Zu den Forderungen an die künftige Bundesregierung zählt deshalb die Errichtung einer umfassenden und nachhaltigen Nutzenbewertung von Arzneimitteln, die sowohl den individuellen Patientennutzen als auch den volkswirtschaftlichen Nutzen umfassen soll, betonte Raimon. Weiteres fordert Raimon eine „faktenbasierte” Arzneimittelkosten-Betrachtung auf Basis echter Nettobeiträge sowie die Entkoppelung der Ausgaben für die Gesundheitskosten von der Entwicklung des BIP. Die eingesparten Mittel müssten zur Weiterentwicklung des Gesundheitswesens und für die Finanzierung von Innovationen verwendet werden.
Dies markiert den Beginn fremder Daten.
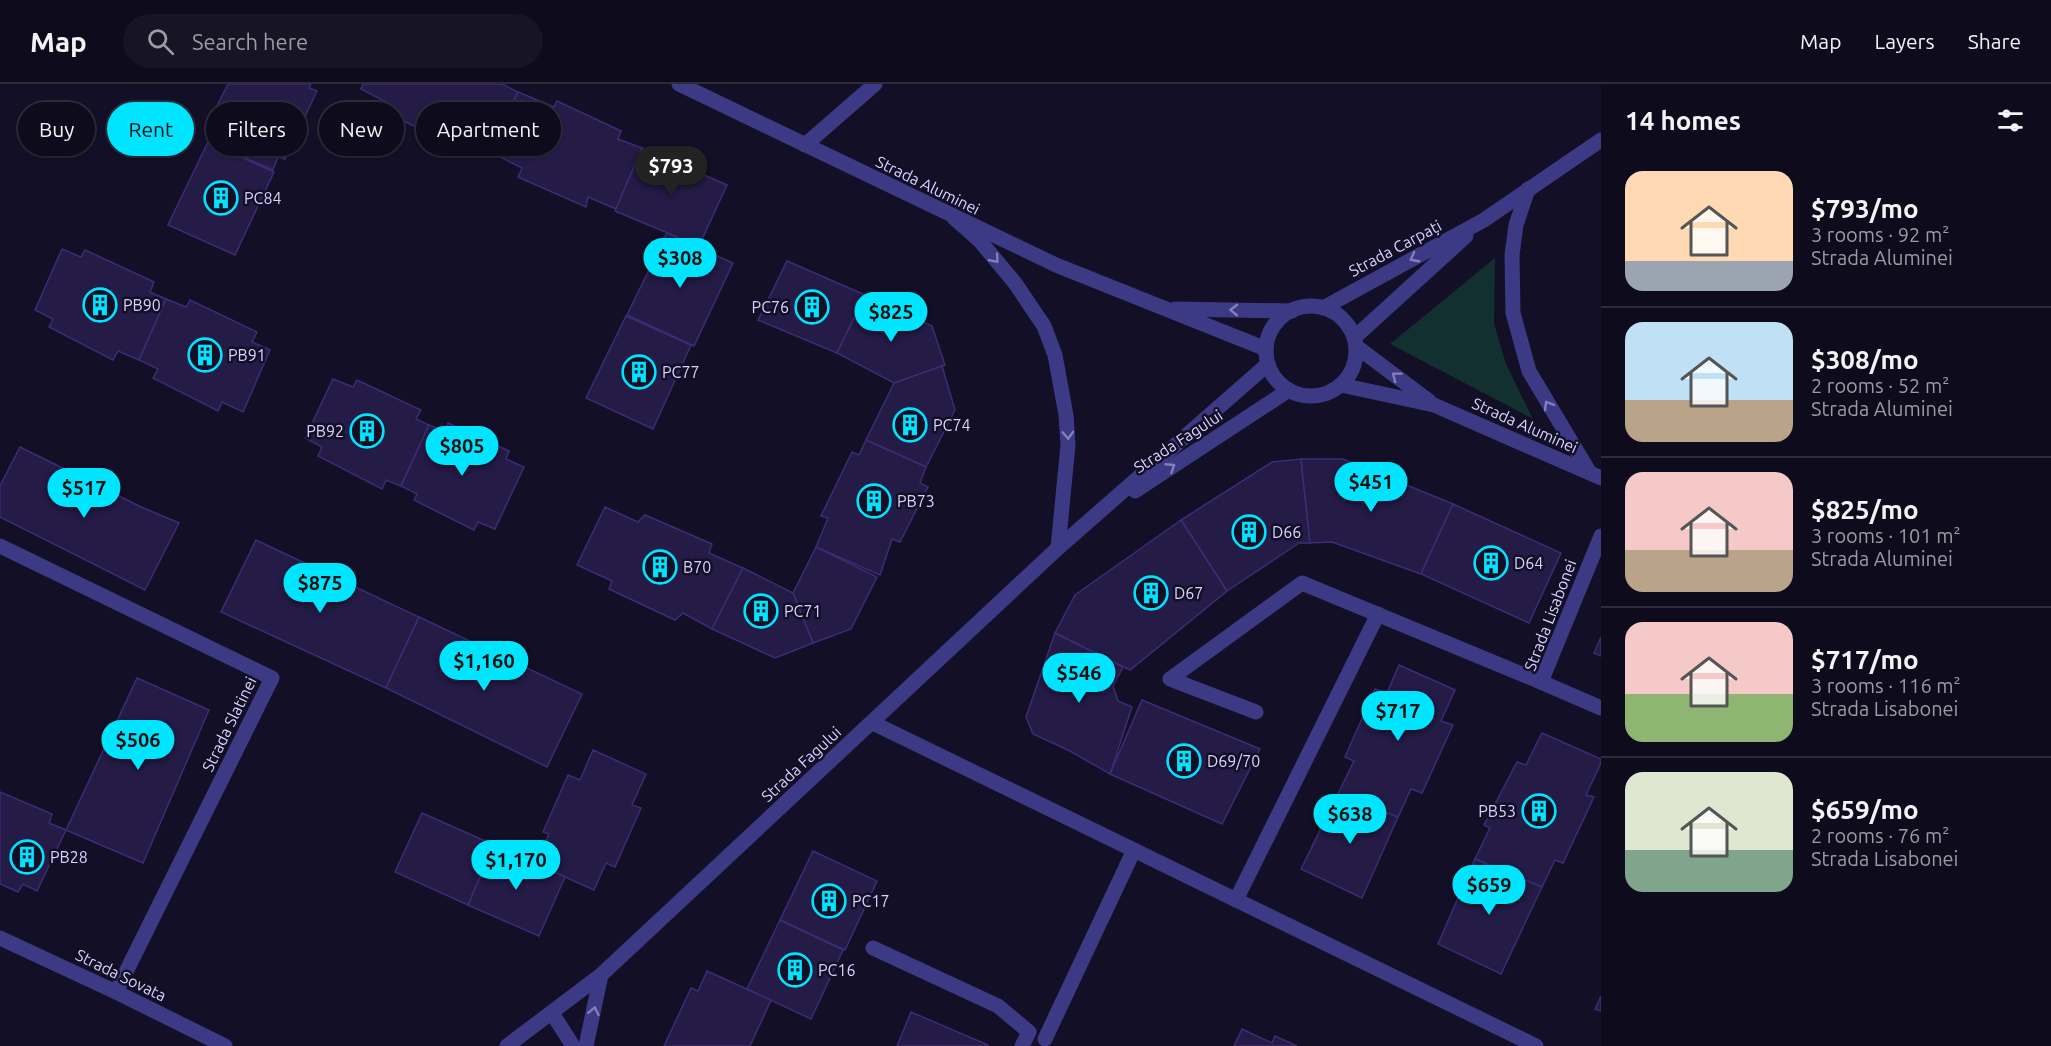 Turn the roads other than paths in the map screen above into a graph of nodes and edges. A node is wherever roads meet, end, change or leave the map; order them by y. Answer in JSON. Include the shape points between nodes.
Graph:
{"nodes":[{"id":1,"x":679,"y":84,"type":"edge"},
{"id":2,"x":875,"y":84,"type":"edge"},
{"id":3,"x":1601,"y":140,"type":"edge"},
{"id":4,"x":805,"y":145,"type":"junction"},
{"id":5,"x":1528,"y":189,"type":"junction"},
{"id":6,"x":954,"y":218,"type":"junction"},
{"id":7,"x":1484,"y":220,"type":"junction"},
{"id":8,"x":1166,"y":308,"type":"junction"},
{"id":9,"x":1323,"y":308,"type":"junction"},
{"id":10,"x":1292,"y":311,"type":"junction"},
{"id":11,"x":1356,"y":342,"type":"junction"},
{"id":12,"x":1267,"y":356,"type":"junction"},
{"id":13,"x":1341,"y":385,"type":"junction"},
{"id":14,"x":1289,"y":390,"type":"junction"},
{"id":15,"x":1434,"y":405,"type":"junction"},
{"id":16,"x":1595,"y":475,"type":"edge"},
{"id":17,"x":1087,"y":522,"type":"junction"},
{"id":18,"x":1601,"y":536,"type":"edge"},
{"id":19,"x":0,"y":546,"type":"edge"},
{"id":20,"x":1058,"y":548,"type":"junction"},
{"id":21,"x":1378,"y":614,"type":"junction"},
{"id":22,"x":1541,"y":682,"type":"junction"},
{"id":23,"x":1601,"y":708,"type":"edge"},
{"id":24,"x":1256,"y":712,"type":"dead end"},
{"id":25,"x":873,"y":723,"type":"junction"},
{"id":26,"x":1134,"y":849,"type":"junction"},
{"id":27,"x":1236,"y":900,"type":"junction"},
{"id":28,"x":0,"y":938,"type":"edge"},
{"id":29,"x":873,"y":948,"type":"dead end"},
{"id":30,"x":601,"y":975,"type":"junction"},
{"id":31,"x":116,"y":992,"type":"junction"},
{"id":32,"x":552,"y":1013,"type":"junction"},
{"id":33,"x":534,"y":1027,"type":"junction"},
{"id":34,"x":1029,"y":1032,"type":"junction"},
{"id":35,"x":1051,"y":1043,"type":"edge"},
{"id":36,"x":225,"y":1046,"type":"edge"},
{"id":37,"x":507,"y":1046,"type":"edge"},
{"id":38,"x":522,"y":1046,"type":"edge"},
{"id":39,"x":573,"y":1046,"type":"edge"},
{"id":40,"x":586,"y":1046,"type":"edge"},
{"id":41,"x":1022,"y":1046,"type":"edge"},
{"id":42,"x":1536,"y":1046,"type":"edge"}],
"edges":[{"from":1,"to":4,"type":"street","name":"Strada Aluminei"},
{"from":2,"to":4,"type":"street"},
{"from":3,"to":5,"type":"street","name":"Strada Carpați"},
{"from":4,"to":6,"type":"street","name":"Strada Aluminei"},
{"from":5,"to":7,"type":"street","name":"Strada Carpați"},
{"from":16,"to":5,"type":"street","one_way":true,"via":[[1529,371],[1513,313],[1512,255],[1516,225]]},
{"from":6,"to":8,"type":"street","name":"Strada Aluminei","via":[[1056,265]]},
{"from":6,"to":20,"type":"street","one_way":true,"via":[[1015,283],[1044,326],[1055,355],[1068,445]]},
{"from":7,"to":9,"type":"street","name":"Strada Carpați","one_way":true},
{"from":7,"to":11,"type":"street","name":"Strada Carpați"},
{"from":10,"to":8,"type":"street","name":"Strada Aluminei","one_way":true},
{"from":8,"to":12,"type":"street","name":"Strada Aluminei"},
{"from":9,"to":10,"type":"street","via":[[1302,307]]},
{"from":9,"to":11,"type":"street","via":[[1348,324]]},
{"from":10,"to":12,"type":"street","name":"Strada Fagului","via":[[1274,326]]},
{"from":11,"to":13,"type":"street","via":[[1354,368]]},
{"from":15,"to":11,"type":"street","name":"Strada Aluminei","one_way":true},
{"from":12,"to":14,"type":"street","via":[[1273,375]]},
{"from":12,"to":17,"type":"street","name":"Strada Fagului"},
{"from":13,"to":14,"type":"street","via":[[1319,396]]},
{"from":13,"to":15,"type":"street","name":"Strada Aluminei"},
{"from":17,"to":14,"type":"street","name":"Strada Fagului","one_way":true},
{"from":15,"to":16,"type":"street","name":"Strada Aluminei"},
{"from":17,"to":20,"type":"street","name":"Strada Fagului"},
{"from":18,"to":22,"type":"street","name":"Strada Lisabonei"},
{"from":19,"to":31,"type":"street","name":"Strada Slatinei","via":[[272,678]]},
{"from":20,"to":25,"type":"street","name":"Strada Fagului"},
{"from":21,"to":22,"type":"street"},
{"from":21,"to":24,"type":"street","via":[[1302,584],[1170,680]]},
{"from":21,"to":27,"type":"street"},
{"from":22,"to":23,"type":"street","name":"Strada Lisabonei"},
{"from":25,"to":26,"type":"street"},
{"from":25,"to":30,"type":"street","name":"Strada Fagului"},
{"from":26,"to":27,"type":"street"},
{"from":26,"to":35,"type":"street"},
{"from":27,"to":42,"type":"street"},
{"from":28,"to":31,"type":"street","name":"Strada Sovata"},
{"from":29,"to":34,"type":"street","via":[[998,1006]]},
{"from":30,"to":32,"type":"street","name":"Strada Fagului"},
{"from":40,"to":30,"type":"street","one_way":true},
{"from":31,"to":36,"type":"street","name":"Strada Sovata"},
{"from":32,"to":33,"type":"street","name":"Strada Fagului"},
{"from":32,"to":39,"type":"street"},
{"from":33,"to":37,"type":"street","name":"Strada Fagului"},
{"from":33,"to":38,"type":"street","name":"Strada Fagului"},
{"from":34,"to":35,"type":"street"},
{"from":34,"to":41,"type":"street"}]}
Um Österreich als Standort für Spitzenmedizin abzusichern, sollte zudem eine Koordinierungsstelle für klinische Studien eingerichtet werden; dabei sollte es um mehr als nur um Grund­lagen­forschung gehen. Gefordert wird auch die Sicherstellung der ärztlichen Therapiefreiheit und Patienten-Mitbestimmung. All dies soll in einen nationalen Aktionsplan „Patient 2022” münden, zu dem alle Akteure an einem Tisch gebracht werden sollen.